▸ **Work instruction**
Report the tally of lines in the material below that have the string "Градостроителей", with no other output.

▸ **Available records**

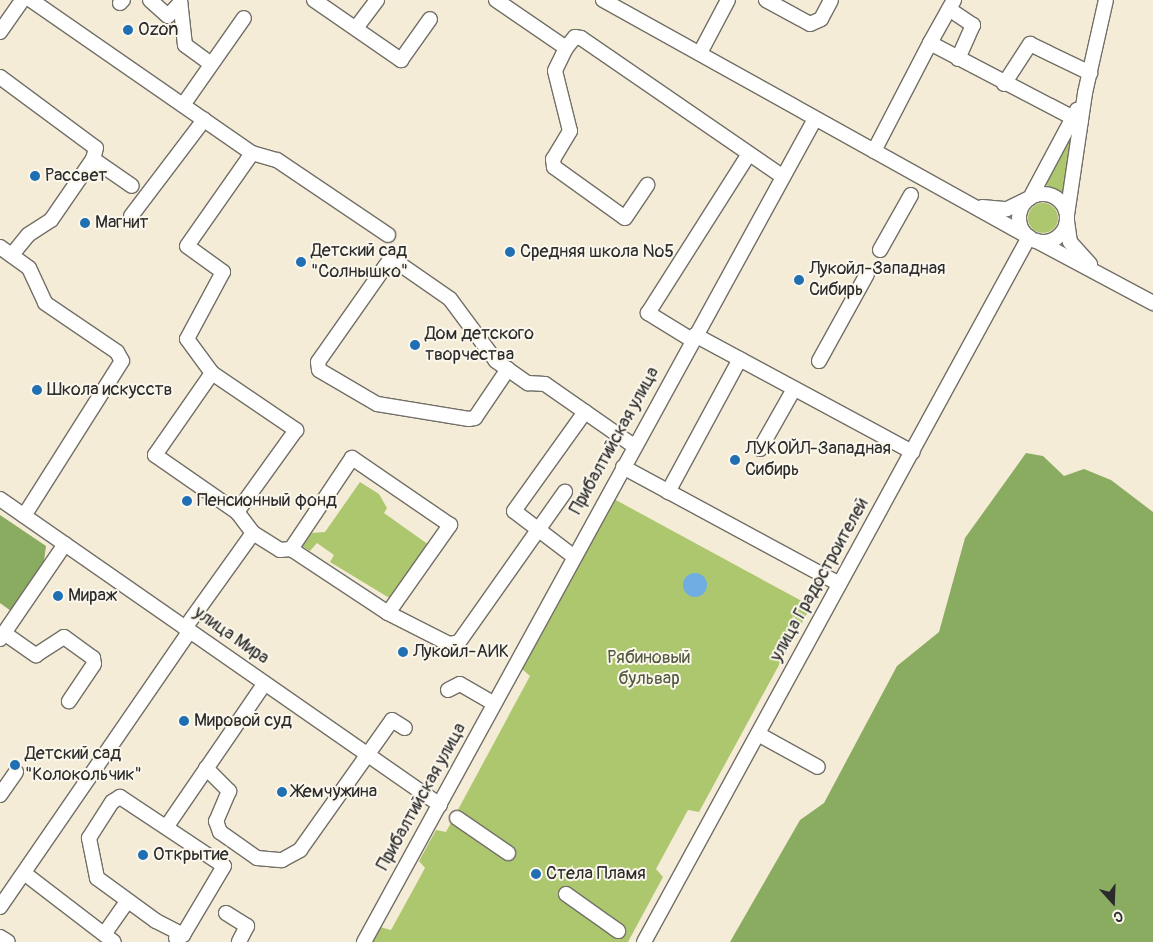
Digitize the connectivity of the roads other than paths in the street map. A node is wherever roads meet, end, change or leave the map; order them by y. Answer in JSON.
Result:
{"nodes":[{"id":1,"x":22,"y":0,"type":"edge"},
{"id":2,"x":31,"y":0,"type":"edge"},
{"id":3,"x":150,"y":0,"type":"edge"},
{"id":4,"x":314,"y":0,"type":"edge"},
{"id":5,"x":376,"y":0,"type":"edge"},
{"id":6,"x":496,"y":0,"type":"edge"},
{"id":7,"x":603,"y":0,"type":"edge"},
{"id":8,"x":728,"y":0,"type":"edge"},
{"id":9,"x":766,"y":0,"type":"edge"},
{"id":10,"x":832,"y":0,"type":"edge"},
{"id":11,"x":1106,"y":0,"type":"edge"},
{"id":12,"x":787,"y":5,"type":"edge"},
{"id":13,"x":952,"y":5,"type":"edge"},
{"id":14,"x":179,"y":9,"type":"edge"},
{"id":15,"x":244,"y":18,"type":"dead end"},
{"id":16,"x":430,"y":19,"type":"dead end"},
{"id":17,"x":356,"y":28,"type":"junction"},
{"id":18,"x":0,"y":32,"type":"edge"},
{"id":19,"x":930,"y":43,"type":"junction"},
{"id":20,"x":566,"y":48,"type":"junction"},
{"id":21,"x":700,"y":53,"type":"junction"},
{"id":22,"x":958,"y":59,"type":"junction"},
{"id":23,"x":211,"y":64,"type":"junction"},
{"id":24,"x":1090,"y":73,"type":"junction"},
{"id":25,"x":0,"y":77,"type":"edge"},
{"id":26,"x":1004,"y":84,"type":"junction"},
{"id":27,"x":183,"y":105,"type":"junction"},
{"id":28,"x":816,"y":119,"type":"junction"},
{"id":29,"x":204,"y":120,"type":"junction"},
{"id":30,"x":1077,"y":120,"type":"junction"},
{"id":31,"x":874,"y":151,"type":"junction"},
{"id":32,"x":252,"y":153,"type":"junction"},
{"id":33,"x":749,"y":154,"type":"junction"},
{"id":34,"x":93,"y":159,"type":"junction"},
{"id":35,"x":783,"y":177,"type":"junction"},
{"id":36,"x":647,"y":184,"type":"dead end"},
{"id":37,"x":132,"y":186,"type":"dead end"},
{"id":38,"x":911,"y":195,"type":"dead end"},
{"id":39,"x":1030,"y":198,"type":"junction"},
{"id":40,"x":974,"y":206,"type":"junction"},
{"id":41,"x":131,"y":216,"type":"dead end"},
{"id":42,"x":1067,"y":217,"type":"junction"},
{"id":43,"x":388,"y":235,"type":"dead end"},
{"id":44,"x":1032,"y":238,"type":"junction"},
{"id":45,"x":880,"y":250,"type":"dead end"},
{"id":46,"x":6,"y":251,"type":"edge"},
{"id":47,"x":867,"y":274,"type":"dead end"},
{"id":48,"x":1118,"y":282,"type":"junction"},
{"id":49,"x":1153,"y":302,"type":"edge"},
{"id":50,"x":694,"y":337,"type":"junction"},
{"id":51,"x":740,"y":359,"type":"junction"},
{"id":52,"x":819,"y":361,"type":"dead end"},
{"id":53,"x":508,"y":370,"type":"junction"},
{"id":54,"x":212,"y":373,"type":"junction"},
{"id":55,"x":794,"y":389,"type":"junction"},
{"id":56,"x":585,"y":412,"type":"junction"},
{"id":57,"x":634,"y":446,"type":"junction"},
{"id":58,"x":760,"y":449,"type":"dead end"},
{"id":59,"x":912,"y":452,"type":"junction"},
{"id":60,"x":623,"y":467,"type":"junction"},
{"id":61,"x":564,"y":492,"type":"dead end"},
{"id":62,"x":668,"y":492,"type":"junction"},
{"id":63,"x":0,"y":499,"type":"edge"},
{"id":64,"x":237,"y":512,"type":"junction"},
{"id":65,"x":24,"y":516,"type":"junction"},
{"id":66,"x":538,"y":530,"type":"junction"},
{"id":67,"x":253,"y":533,"type":"junction"},
{"id":68,"x":65,"y":544,"type":"junction"},
{"id":69,"x":291,"y":549,"type":"junction"},
{"id":70,"x":574,"y":556,"type":"junction"},
{"id":71,"x":839,"y":584,"type":"junction"},
{"id":72,"x":388,"y":613,"type":"junction"},
{"id":73,"x":187,"y":629,"type":"junction"},
{"id":74,"x":2,"y":636,"type":"edge"},
{"id":75,"x":265,"y":683,"type":"junction"},
{"id":76,"x":448,"y":690,"type":"dead end"},
{"id":77,"x":69,"y":701,"type":"dead end"},
{"id":78,"x":494,"y":704,"type":"junction"},
{"id":79,"x":405,"y":728,"type":"dead end"},
{"id":80,"x":758,"y":734,"type":"junction"},
{"id":81,"x":368,"y":754,"type":"junction"},
{"id":82,"x":818,"y":767,"type":"dead end"},
{"id":83,"x":206,"y":768,"type":"junction"},
{"id":84,"x":16,"y":772,"type":"dead end"},
{"id":85,"x":0,"y":795,"type":"edge"},
{"id":86,"x":440,"y":805,"type":"junction"},
{"id":87,"x":457,"y":818,"type":"dead end"},
{"id":88,"x":167,"y":826,"type":"junction"},
{"id":89,"x":508,"y":853,"type":"dead end"},
{"id":90,"x":24,"y":874,"type":"junction"},
{"id":91,"x":566,"y":894,"type":"dead end"},
{"id":92,"x":127,"y":902,"type":"junction"},
{"id":93,"x":0,"y":907,"type":"edge"},
{"id":94,"x":226,"y":913,"type":"dead end"},
{"id":95,"x":618,"y":932,"type":"dead end"},
{"id":96,"x":0,"y":937,"type":"edge"},
{"id":97,"x":110,"y":937,"type":"edge"},
{"id":98,"x":178,"y":937,"type":"edge"},
{"id":99,"x":8,"y":942,"type":"edge"},
{"id":100,"x":239,"y":942,"type":"edge"},
{"id":101,"x":364,"y":942,"type":"edge"},
{"id":102,"x":644,"y":942,"type":"edge"}],
"edges":[{"from":1,"to":18,"type":"street"},
{"from":2,"to":27,"type":"street"},
{"from":3,"to":14,"type":"street"},
{"from":4,"to":17,"type":"street"},
{"from":5,"to":17,"type":"street"},
{"from":6,"to":20,"type":"street"},
{"from":7,"to":21,"type":"street"},
{"from":8,"to":21,"type":"street"},
{"from":9,"to":12,"type":"street"},
{"from":10,"to":12,"type":"street"},
{"from":11,"to":24,"type":"street"},
{"from":13,"to":19,"type":"street"},
{"from":13,"to":22,"type":"street"},
{"from":14,"to":23,"type":"street"},
{"from":15,"to":23,"type":"street"},
{"from":16,"to":17,"type":"street"},
{"from":19,"to":22,"type":"street"},
{"from":19,"to":31,"type":"street"},
{"from":20,"to":33,"type":"street"},
{"from":20,"to":36,"type":"street"},
{"from":21,"to":28,"type":"street"},
{"from":22,"to":26,"type":"street"},
{"from":23,"to":27,"type":"street"},
{"from":24,"to":26,"type":"street"},
{"from":24,"to":30,"type":"street"},
{"from":25,"to":34,"type":"street"},
{"from":26,"to":30,"type":"street"},
{"from":27,"to":29,"type":"street"},
{"from":28,"to":31,"type":"street"},
{"from":28,"to":35,"type":"street","name":"Прибалтийская улица"},
{"from":29,"to":32,"type":"street"},
{"from":29,"to":41,"type":"street"},
{"from":30,"to":39,"type":"street"},
{"from":30,"to":42,"type":"street"},
{"from":31,"to":40,"type":"street"},
{"from":32,"to":43,"type":"street"},
{"from":32,"to":54,"type":"street"},
{"from":33,"to":35,"type":"street"},
{"from":33,"to":50,"type":"street"},
{"from":34,"to":37,"type":"street"},
{"from":34,"to":46,"type":"street"},
{"from":35,"to":50,"type":"street","name":"Прибалтийская улица"},
{"from":38,"to":45,"type":"street"},
{"from":39,"to":40,"type":"street"},
{"from":39,"to":42,"type":"street"},
{"from":39,"to":44,"type":"street"},
{"from":40,"to":44,"type":"street"},
{"from":42,"to":44,"type":"street"},
{"from":42,"to":48,"type":"street"},
{"from":44,"to":48,"type":"street"},
{"from":44,"to":59,"type":"street","name":"улица Градостроителей"},
{"from":46,"to":65,"type":"street"},
{"from":47,"to":52,"type":"street"},
{"from":48,"to":49,"type":"street"},
{"from":50,"to":51,"type":"street"},
{"from":50,"to":57,"type":"street","name":"Прибалтийская улица"},
{"from":51,"to":55,"type":"street"},
{"from":51,"to":62,"type":"street"},
{"from":53,"to":53,"type":"street"},
{"from":53,"to":56,"type":"street"},
{"from":54,"to":64,"type":"street"},
{"from":54,"to":64,"type":"street"},
{"from":55,"to":58,"type":"street"},
{"from":55,"to":59,"type":"street"},
{"from":56,"to":57,"type":"street"},
{"from":56,"to":66,"type":"street"},
{"from":57,"to":60,"type":"street","name":"Прибалтийская улица"},
{"from":59,"to":71,"type":"street","name":"улица Градостроителей"},
{"from":60,"to":62,"type":"street"},
{"from":60,"to":70,"type":"street","name":"Прибалтийская улица"},
{"from":61,"to":66,"type":"street"},
{"from":62,"to":71,"type":"street"},
{"from":63,"to":65,"type":"street","name":"улица Мира"},
{"from":64,"to":67,"type":"street"},
{"from":65,"to":68,"type":"street","name":"улица Мира"},
{"from":66,"to":70,"type":"street"},
{"from":66,"to":72,"type":"street"},
{"from":67,"to":69,"type":"street"},
{"from":67,"to":73,"type":"street"},
{"from":68,"to":73,"type":"street","name":"улица Мира"},
{"from":68,"to":74,"type":"street"},
{"from":69,"to":72,"type":"street"},
{"from":69,"to":72,"type":"street"},
{"from":70,"to":78,"type":"street","name":"Прибалтийская улица"},
{"from":71,"to":80,"type":"street","name":"улица Градостроителей"},
{"from":73,"to":75,"type":"street","name":"улица Мира"},
{"from":73,"to":90,"type":"street"},
{"from":74,"to":77,"type":"street"},
{"from":75,"to":81,"type":"street","name":"улица Мира"},
{"from":75,"to":83,"type":"street"},
{"from":76,"to":78,"type":"street"},
{"from":78,"to":86,"type":"street","name":"Прибалтийская улица"},
{"from":79,"to":81,"type":"street"},
{"from":80,"to":82,"type":"street"},
{"from":80,"to":102,"type":"street","name":"улица Градостроителей"},
{"from":81,"to":83,"type":"street"},
{"from":81,"to":86,"type":"street","name":"улица Мира"},
{"from":83,"to":88,"type":"street"},
{"from":84,"to":85,"type":"street"},
{"from":86,"to":101,"type":"street","name":"Прибалтийская улица"},
{"from":87,"to":89,"type":"street"},
{"from":88,"to":92,"type":"street"},
{"from":88,"to":98,"type":"street"},
{"from":90,"to":93,"type":"street"},
{"from":90,"to":97,"type":"street"},
{"from":91,"to":95,"type":"street"},
{"from":92,"to":97,"type":"street"},
{"from":92,"to":98,"type":"street"},
{"from":94,"to":100,"type":"street"},
{"from":96,"to":99,"type":"street"}]}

▸ **Result**
4